ABOUT THIS EXERCISE → When a line of the entries contains "lane", please list that line.

Collected data
◇ ◇ ◇ ◇

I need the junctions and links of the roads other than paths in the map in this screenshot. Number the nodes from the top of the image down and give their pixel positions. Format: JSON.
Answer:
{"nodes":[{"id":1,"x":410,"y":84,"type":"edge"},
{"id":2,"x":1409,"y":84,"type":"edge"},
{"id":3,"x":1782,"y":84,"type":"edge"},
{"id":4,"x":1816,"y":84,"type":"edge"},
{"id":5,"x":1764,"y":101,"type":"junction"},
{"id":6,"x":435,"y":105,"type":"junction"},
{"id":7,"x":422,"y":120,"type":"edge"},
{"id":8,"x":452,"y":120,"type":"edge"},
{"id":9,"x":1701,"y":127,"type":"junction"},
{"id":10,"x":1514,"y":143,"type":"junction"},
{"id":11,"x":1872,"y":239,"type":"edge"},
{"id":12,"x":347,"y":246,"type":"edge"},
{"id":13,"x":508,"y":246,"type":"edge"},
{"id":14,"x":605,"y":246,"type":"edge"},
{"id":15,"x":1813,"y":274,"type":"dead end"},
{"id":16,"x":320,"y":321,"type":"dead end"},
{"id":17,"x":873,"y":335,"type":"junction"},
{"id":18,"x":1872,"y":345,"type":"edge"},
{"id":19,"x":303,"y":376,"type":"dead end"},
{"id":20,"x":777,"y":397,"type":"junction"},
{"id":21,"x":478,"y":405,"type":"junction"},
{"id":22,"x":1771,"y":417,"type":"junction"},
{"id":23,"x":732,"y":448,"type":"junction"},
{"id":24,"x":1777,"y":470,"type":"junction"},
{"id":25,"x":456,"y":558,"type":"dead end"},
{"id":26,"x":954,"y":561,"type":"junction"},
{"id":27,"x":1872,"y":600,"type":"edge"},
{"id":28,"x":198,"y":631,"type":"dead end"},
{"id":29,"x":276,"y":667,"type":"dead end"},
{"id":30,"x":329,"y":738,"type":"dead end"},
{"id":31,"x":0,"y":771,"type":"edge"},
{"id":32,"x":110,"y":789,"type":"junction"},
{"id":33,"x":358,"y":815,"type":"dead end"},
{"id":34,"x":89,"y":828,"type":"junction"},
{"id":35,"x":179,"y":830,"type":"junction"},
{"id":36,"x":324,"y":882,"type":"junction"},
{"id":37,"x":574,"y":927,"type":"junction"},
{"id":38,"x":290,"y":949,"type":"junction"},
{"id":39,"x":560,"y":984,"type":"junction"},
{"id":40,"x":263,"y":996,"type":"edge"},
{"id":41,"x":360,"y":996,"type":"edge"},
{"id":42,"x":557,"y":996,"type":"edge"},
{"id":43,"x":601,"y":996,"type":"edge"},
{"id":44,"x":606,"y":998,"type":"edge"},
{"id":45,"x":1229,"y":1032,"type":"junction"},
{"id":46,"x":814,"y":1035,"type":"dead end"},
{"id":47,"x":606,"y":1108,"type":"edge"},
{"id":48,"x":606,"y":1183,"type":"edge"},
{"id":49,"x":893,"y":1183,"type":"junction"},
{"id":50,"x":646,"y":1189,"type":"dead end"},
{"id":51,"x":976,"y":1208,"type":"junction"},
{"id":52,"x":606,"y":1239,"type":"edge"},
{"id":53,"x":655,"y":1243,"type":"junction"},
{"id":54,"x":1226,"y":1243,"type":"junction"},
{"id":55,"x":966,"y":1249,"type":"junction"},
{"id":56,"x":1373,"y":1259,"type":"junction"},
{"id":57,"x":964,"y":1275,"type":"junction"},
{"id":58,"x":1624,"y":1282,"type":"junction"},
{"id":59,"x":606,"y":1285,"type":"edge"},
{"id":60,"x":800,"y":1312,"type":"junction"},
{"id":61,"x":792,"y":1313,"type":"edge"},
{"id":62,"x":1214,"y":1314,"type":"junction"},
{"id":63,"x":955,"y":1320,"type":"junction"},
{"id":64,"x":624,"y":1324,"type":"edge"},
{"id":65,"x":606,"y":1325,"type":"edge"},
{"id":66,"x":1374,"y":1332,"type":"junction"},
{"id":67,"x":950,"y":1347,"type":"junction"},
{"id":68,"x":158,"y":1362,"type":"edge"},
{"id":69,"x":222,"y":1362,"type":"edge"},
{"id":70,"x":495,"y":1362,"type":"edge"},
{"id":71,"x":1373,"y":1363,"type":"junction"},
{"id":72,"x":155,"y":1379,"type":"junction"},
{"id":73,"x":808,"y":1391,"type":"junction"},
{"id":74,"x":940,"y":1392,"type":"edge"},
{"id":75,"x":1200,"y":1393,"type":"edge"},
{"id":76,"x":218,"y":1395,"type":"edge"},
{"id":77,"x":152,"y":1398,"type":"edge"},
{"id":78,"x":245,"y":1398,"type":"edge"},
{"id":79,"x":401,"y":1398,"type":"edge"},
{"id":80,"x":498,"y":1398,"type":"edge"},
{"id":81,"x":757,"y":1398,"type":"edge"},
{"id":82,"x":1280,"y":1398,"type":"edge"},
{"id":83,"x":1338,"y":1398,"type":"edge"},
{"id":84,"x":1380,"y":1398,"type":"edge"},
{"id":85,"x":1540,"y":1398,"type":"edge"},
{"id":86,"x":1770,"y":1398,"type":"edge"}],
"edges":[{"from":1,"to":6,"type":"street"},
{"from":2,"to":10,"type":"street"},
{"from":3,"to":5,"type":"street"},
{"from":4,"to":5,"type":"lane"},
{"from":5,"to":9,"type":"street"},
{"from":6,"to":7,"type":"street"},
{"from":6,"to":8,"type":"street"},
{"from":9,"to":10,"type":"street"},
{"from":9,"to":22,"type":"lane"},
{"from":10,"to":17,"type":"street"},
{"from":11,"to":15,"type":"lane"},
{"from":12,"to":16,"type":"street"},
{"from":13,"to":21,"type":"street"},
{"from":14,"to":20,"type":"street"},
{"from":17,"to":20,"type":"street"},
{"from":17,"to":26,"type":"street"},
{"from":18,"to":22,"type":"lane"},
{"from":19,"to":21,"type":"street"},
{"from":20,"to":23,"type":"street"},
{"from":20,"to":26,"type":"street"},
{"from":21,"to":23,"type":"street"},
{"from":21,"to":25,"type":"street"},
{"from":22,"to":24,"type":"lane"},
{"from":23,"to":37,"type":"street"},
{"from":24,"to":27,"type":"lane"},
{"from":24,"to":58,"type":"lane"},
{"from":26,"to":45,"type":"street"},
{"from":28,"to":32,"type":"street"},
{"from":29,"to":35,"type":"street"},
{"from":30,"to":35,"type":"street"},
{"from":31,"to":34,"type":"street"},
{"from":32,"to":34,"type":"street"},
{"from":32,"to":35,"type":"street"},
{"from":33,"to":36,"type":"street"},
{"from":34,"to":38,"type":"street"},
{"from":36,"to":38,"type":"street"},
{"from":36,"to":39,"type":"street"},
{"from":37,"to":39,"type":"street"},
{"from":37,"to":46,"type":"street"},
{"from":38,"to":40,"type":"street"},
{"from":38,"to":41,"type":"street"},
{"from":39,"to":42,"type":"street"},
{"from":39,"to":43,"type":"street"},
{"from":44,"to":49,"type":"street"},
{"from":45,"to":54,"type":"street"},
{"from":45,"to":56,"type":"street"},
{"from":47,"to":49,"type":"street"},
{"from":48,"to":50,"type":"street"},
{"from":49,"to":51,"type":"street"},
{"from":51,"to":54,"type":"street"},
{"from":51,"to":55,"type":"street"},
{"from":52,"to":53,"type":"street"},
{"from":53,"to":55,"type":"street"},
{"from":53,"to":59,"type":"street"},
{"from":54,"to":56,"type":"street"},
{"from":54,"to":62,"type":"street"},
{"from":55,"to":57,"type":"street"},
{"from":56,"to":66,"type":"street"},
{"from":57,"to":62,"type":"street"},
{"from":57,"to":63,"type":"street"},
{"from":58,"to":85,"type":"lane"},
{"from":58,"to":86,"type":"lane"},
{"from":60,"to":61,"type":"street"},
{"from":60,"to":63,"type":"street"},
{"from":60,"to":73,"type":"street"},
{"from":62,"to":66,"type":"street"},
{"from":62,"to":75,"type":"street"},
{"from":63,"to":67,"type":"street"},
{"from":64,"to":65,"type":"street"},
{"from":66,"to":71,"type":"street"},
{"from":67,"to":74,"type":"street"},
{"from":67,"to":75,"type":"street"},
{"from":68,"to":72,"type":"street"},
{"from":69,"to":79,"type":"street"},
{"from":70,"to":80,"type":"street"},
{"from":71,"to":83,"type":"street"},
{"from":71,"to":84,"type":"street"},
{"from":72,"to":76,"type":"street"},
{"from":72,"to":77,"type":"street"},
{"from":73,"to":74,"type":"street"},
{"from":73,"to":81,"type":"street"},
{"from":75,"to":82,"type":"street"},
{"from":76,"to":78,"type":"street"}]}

◇ ◇ ◇ ◇

EXERCISE SOLUTION →
{"from":4,"to":5,"type":"lane"},
{"from":9,"to":22,"type":"lane"},
{"from":11,"to":15,"type":"lane"},
{"from":18,"to":22,"type":"lane"},
{"from":22,"to":24,"type":"lane"},
{"from":24,"to":27,"type":"lane"},
{"from":24,"to":58,"type":"lane"},
{"from":58,"to":85,"type":"lane"},
{"from":58,"to":86,"type":"lane"},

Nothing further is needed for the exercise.